* [WHAT THE EXERCISE ASKS]: Work through the records below and copy every line that includes "Boulevard".

** Opening SUPPLIED DATA block **

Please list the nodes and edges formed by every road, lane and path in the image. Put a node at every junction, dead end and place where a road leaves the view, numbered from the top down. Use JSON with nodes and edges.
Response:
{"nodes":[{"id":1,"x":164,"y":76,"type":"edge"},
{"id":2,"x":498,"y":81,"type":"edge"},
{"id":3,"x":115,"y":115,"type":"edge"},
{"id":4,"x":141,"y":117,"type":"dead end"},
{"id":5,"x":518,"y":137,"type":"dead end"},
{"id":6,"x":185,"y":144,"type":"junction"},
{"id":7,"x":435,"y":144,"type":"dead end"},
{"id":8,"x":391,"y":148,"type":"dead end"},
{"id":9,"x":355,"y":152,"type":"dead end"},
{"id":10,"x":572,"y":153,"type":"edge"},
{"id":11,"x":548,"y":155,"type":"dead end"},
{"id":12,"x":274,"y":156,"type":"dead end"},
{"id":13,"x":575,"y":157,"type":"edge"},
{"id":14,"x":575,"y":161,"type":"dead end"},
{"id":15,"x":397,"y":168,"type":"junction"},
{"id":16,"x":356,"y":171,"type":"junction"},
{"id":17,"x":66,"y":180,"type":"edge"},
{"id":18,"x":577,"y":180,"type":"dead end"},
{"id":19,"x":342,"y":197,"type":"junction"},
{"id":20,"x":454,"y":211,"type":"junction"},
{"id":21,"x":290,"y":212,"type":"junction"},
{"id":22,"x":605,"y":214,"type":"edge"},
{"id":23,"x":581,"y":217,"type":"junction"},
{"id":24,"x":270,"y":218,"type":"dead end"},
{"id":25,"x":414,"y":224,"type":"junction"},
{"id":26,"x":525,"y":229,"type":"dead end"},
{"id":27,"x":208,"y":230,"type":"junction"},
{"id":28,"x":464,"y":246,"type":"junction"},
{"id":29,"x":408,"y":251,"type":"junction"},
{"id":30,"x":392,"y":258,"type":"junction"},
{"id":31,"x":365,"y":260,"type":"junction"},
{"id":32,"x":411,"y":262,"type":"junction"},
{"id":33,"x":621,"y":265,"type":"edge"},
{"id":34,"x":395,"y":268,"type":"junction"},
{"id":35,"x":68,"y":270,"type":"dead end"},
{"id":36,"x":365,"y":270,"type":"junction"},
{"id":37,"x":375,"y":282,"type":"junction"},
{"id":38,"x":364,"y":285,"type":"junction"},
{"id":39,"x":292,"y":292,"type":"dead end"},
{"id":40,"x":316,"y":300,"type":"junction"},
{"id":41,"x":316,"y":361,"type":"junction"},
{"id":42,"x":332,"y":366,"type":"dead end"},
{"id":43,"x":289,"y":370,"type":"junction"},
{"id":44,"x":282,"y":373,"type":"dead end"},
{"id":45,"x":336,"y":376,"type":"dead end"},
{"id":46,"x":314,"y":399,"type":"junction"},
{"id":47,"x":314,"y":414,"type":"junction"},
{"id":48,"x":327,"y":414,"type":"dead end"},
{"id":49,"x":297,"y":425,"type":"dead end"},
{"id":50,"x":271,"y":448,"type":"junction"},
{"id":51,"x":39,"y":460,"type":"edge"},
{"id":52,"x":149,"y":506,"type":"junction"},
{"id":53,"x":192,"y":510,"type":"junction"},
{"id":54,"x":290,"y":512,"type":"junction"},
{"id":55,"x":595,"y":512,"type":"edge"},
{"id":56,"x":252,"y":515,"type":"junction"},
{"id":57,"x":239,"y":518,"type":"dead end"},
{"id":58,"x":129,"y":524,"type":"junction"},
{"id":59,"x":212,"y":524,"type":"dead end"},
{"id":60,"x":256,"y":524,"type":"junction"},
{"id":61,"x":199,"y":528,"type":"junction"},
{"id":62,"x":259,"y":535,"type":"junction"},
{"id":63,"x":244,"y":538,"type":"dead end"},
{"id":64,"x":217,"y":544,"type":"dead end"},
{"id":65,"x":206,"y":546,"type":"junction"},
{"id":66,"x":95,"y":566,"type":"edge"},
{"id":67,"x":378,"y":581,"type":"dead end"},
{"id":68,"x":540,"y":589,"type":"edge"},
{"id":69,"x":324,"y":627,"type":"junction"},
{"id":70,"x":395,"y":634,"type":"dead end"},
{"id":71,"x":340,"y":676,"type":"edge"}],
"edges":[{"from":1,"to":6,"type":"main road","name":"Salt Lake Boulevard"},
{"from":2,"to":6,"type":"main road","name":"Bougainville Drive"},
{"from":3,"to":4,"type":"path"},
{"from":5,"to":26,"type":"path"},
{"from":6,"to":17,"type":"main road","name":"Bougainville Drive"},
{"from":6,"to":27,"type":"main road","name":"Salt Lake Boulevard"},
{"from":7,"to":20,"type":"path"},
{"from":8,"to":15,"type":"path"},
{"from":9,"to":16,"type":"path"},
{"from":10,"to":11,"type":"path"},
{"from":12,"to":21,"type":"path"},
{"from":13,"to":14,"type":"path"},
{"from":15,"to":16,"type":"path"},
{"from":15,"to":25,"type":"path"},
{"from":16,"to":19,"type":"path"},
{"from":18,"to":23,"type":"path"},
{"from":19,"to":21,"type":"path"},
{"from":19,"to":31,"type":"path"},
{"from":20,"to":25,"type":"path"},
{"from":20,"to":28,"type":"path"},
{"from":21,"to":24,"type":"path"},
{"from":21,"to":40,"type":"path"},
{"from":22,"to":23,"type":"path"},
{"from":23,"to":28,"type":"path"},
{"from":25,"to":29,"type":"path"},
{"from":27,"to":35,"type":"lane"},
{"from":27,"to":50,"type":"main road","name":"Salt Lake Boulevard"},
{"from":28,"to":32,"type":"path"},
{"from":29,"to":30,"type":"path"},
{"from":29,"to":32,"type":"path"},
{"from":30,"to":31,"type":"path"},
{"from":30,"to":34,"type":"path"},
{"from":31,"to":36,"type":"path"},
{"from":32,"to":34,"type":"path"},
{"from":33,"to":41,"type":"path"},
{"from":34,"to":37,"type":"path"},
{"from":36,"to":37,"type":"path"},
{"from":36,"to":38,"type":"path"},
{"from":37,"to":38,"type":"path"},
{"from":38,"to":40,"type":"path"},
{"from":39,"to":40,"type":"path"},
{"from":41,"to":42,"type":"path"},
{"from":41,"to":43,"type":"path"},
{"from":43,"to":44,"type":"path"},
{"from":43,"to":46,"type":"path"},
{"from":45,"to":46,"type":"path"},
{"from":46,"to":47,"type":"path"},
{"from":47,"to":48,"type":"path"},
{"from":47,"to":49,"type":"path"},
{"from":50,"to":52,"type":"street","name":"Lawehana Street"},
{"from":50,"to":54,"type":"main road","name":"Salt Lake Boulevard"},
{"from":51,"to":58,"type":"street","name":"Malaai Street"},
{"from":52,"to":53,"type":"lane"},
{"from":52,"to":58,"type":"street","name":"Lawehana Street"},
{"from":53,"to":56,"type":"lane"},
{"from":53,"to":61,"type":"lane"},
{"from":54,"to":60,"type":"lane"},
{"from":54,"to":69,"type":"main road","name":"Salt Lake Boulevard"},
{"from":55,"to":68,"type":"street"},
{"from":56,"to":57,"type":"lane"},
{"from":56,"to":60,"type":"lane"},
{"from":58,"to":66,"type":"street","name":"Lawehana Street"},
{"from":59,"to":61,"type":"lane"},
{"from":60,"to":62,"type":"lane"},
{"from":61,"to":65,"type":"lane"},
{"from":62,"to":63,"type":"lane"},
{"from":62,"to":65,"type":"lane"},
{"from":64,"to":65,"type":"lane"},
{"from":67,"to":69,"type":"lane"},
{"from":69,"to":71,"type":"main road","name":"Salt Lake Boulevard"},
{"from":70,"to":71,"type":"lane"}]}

** Closing SUPPLIED DATA block **

* [ANSWER]:
"edges":[{"from":1,"to":6,"type":"main road","name":"Salt Lake Boulevard"},
{"from":6,"to":27,"type":"main road","name":"Salt Lake Boulevard"},
{"from":27,"to":50,"type":"main road","name":"Salt Lake Boulevard"},
{"from":50,"to":54,"type":"main road","name":"Salt Lake Boulevard"},
{"from":54,"to":69,"type":"main road","name":"Salt Lake Boulevard"},
{"from":69,"to":71,"type":"main road","name":"Salt Lake Boulevard"},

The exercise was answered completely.